• **GIVEN DATA**

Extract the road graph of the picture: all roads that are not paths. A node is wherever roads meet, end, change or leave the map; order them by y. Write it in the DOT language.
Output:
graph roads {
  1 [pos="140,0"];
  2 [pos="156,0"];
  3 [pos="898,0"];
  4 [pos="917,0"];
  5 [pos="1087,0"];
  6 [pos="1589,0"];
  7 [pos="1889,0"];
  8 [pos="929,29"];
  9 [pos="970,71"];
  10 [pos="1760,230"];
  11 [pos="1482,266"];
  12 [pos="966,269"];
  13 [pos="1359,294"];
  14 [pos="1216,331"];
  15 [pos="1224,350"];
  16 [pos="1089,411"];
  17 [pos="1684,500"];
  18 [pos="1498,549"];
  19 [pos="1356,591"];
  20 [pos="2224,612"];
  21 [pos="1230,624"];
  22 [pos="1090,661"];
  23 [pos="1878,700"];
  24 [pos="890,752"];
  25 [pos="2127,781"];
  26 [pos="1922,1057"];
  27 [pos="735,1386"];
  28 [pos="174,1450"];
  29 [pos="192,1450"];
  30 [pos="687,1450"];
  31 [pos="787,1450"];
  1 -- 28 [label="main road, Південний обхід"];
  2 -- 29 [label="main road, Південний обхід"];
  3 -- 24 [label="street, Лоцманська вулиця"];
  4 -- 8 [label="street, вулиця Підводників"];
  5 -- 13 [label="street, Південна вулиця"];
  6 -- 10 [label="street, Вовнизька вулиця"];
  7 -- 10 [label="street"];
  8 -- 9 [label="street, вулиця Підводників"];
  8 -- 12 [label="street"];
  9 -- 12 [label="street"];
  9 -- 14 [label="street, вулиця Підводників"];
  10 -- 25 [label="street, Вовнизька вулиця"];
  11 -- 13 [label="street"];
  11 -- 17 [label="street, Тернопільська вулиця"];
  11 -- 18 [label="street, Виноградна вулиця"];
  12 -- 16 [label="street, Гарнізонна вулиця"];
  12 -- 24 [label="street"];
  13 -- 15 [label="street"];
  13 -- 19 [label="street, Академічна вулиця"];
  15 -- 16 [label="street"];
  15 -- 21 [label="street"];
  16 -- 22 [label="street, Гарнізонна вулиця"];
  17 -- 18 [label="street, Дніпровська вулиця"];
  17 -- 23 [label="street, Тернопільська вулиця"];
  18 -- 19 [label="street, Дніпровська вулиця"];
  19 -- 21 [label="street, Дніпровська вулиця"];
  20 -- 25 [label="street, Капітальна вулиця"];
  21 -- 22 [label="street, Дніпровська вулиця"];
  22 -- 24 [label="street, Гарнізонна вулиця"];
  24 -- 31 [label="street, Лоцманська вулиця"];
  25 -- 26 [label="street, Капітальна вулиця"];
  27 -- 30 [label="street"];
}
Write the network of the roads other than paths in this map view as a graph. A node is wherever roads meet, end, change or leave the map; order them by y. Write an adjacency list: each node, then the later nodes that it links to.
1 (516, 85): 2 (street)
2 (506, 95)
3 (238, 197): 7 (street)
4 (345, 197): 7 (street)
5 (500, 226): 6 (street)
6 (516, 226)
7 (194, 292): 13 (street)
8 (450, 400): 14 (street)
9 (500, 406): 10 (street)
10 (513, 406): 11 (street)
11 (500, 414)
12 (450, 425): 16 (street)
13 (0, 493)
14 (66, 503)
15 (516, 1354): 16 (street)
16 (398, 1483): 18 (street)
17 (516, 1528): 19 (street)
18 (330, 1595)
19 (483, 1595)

• **PROBLEM DETAILS**
Each record must appear again, word for word.

• **RESPONSE FOR THIS EXERCISE**
Extract the road graph of the picture: all roads that are not paths. A node is wherever roads meet, end, change or leave the map; order them by y. Write it in the DOT language.
Output:
graph roads {
  1 [pos="140,0"];
  2 [pos="156,0"];
  3 [pos="898,0"];
  4 [pos="917,0"];
  5 [pos="1087,0"];
  6 [pos="1589,0"];
  7 [pos="1889,0"];
  8 [pos="929,29"];
  9 [pos="970,71"];
  10 [pos="1760,230"];
  11 [pos="1482,266"];
  12 [pos="966,269"];
  13 [pos="1359,294"];
  14 [pos="1216,331"];
  15 [pos="1224,350"];
  16 [pos="1089,411"];
  17 [pos="1684,500"];
  18 [pos="1498,549"];
  19 [pos="1356,591"];
  20 [pos="2224,612"];
  21 [pos="1230,624"];
  22 [pos="1090,661"];
  23 [pos="1878,700"];
  24 [pos="890,752"];
  25 [pos="2127,781"];
  26 [pos="1922,1057"];
  27 [pos="735,1386"];
  28 [pos="174,1450"];
  29 [pos="192,1450"];
  30 [pos="687,1450"];
  31 [pos="787,1450"];
  1 -- 28 [label="main road, Південний обхід"];
  2 -- 29 [label="main road, Південний обхід"];
  3 -- 24 [label="street, Лоцманська вулиця"];
  4 -- 8 [label="street, вулиця Підводників"];
  5 -- 13 [label="street, Південна вулиця"];
  6 -- 10 [label="street, Вовнизька вулиця"];
  7 -- 10 [label="street"];
  8 -- 9 [label="street, вулиця Підводників"];
  8 -- 12 [label="street"];
  9 -- 12 [label="street"];
  9 -- 14 [label="street, вулиця Підводників"];
  10 -- 25 [label="street, Вовнизька вулиця"];
  11 -- 13 [label="street"];
  11 -- 17 [label="street, Тернопільська вулиця"];
  11 -- 18 [label="street, Виноградна вулиця"];
  12 -- 16 [label="street, Гарнізонна вулиця"];
  12 -- 24 [label="street"];
  13 -- 15 [label="street"];
  13 -- 19 [label="street, Академічна вулиця"];
  15 -- 16 [label="street"];
  15 -- 21 [label="street"];
  16 -- 22 [label="street, Гарнізонна вулиця"];
  17 -- 18 [label="street, Дніпровська вулиця"];
  17 -- 23 [label="street, Тернопільська вулиця"];
  18 -- 19 [label="street, Дніпровська вулиця"];
  19 -- 21 [label="street, Дніпровська вулиця"];
  20 -- 25 [label="street, Капітальна вулиця"];
  21 -- 22 [label="street, Дніпровська вулиця"];
  22 -- 24 [label="street, Гарнізонна вулиця"];
  24 -- 31 [label="street, Лоцманська вулиця"];
  25 -- 26 [label="street, Капітальна вулиця"];
  27 -- 30 [label="street"];
}
Write the network of the roads other than paths in this map view as a graph. A node is wherever roads meet, end, change or leave the map; order them by y. Write an adjacency list: each node, then the later nodes that it links to.
1 (516, 85): 2 (street)
2 (506, 95)
3 (238, 197): 7 (street)
4 (345, 197): 7 (street)
5 (500, 226): 6 (street)
6 (516, 226)
7 (194, 292): 13 (street)
8 (450, 400): 14 (street)
9 (500, 406): 10 (street)
10 (513, 406): 11 (street)
11 (500, 414)
12 (450, 425): 16 (street)
13 (0, 493)
14 (66, 503)
15 (516, 1354): 16 (street)
16 (398, 1483): 18 (street)
17 (516, 1528): 19 (street)
18 (330, 1595)
19 (483, 1595)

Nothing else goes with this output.